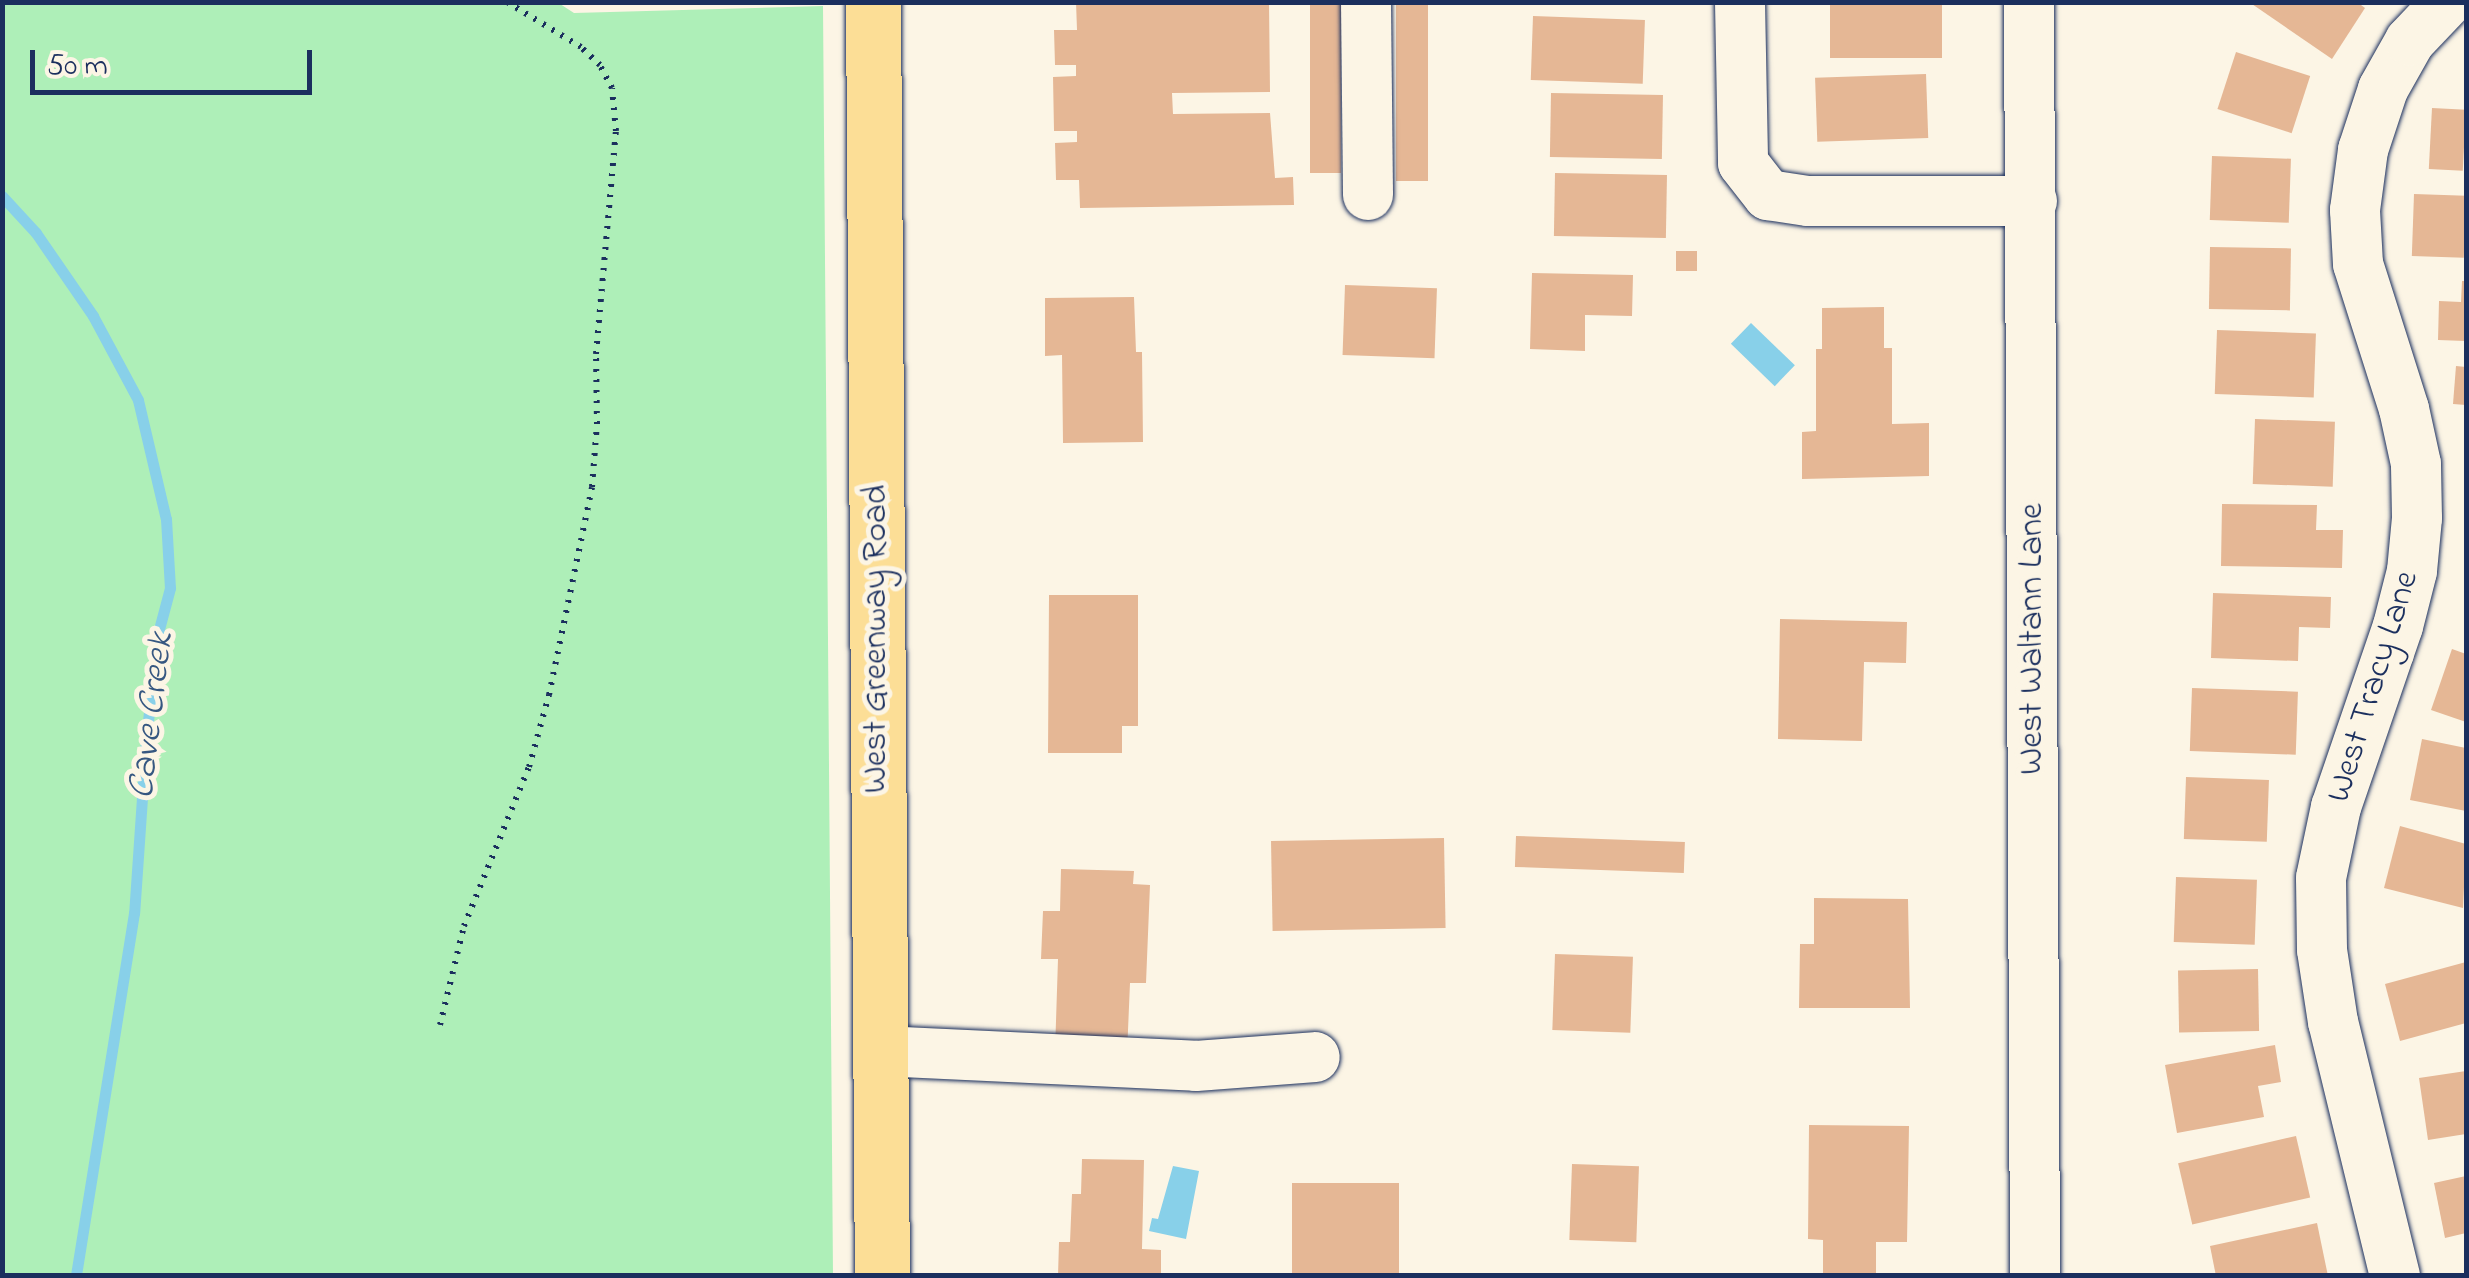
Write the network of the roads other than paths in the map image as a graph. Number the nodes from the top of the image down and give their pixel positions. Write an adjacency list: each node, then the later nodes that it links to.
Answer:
1 (872, 2): 8 (main road, West Greenway Road)
2 (1366, 2): 6 (street)
3 (1740, 2): 7 (street)
4 (2029, 2): 7 (street, West Waltann Lane)
5 (2447, 2): 12 (street, West Tracy Lane)
6 (1368, 195)
7 (2032, 201): 11 (street, West Waltann Lane)
8 (881, 1052): 9 (street); 10 (main road, West Greenway Road)
9 (1315, 1057)
10 (882, 1276)
11 (2034, 1276)
12 (2395, 1276)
:::::
(Task objective) Output every record above exactly, leaving out the pictures.

(Result of the task)
Write the network of the roads other than paths in the map image as a graph. Number the nodes from the top of the image down and give their pixel positions. Write an adjacency list: each node, then the later nodes that it links to.
Answer:
1 (872, 2): 8 (main road, West Greenway Road)
2 (1366, 2): 6 (street)
3 (1740, 2): 7 (street)
4 (2029, 2): 7 (street, West Waltann Lane)
5 (2447, 2): 12 (street, West Tracy Lane)
6 (1368, 195)
7 (2032, 201): 11 (street, West Waltann Lane)
8 (881, 1052): 9 (street); 10 (main road, West Greenway Road)
9 (1315, 1057)
10 (882, 1276)
11 (2034, 1276)
12 (2395, 1276)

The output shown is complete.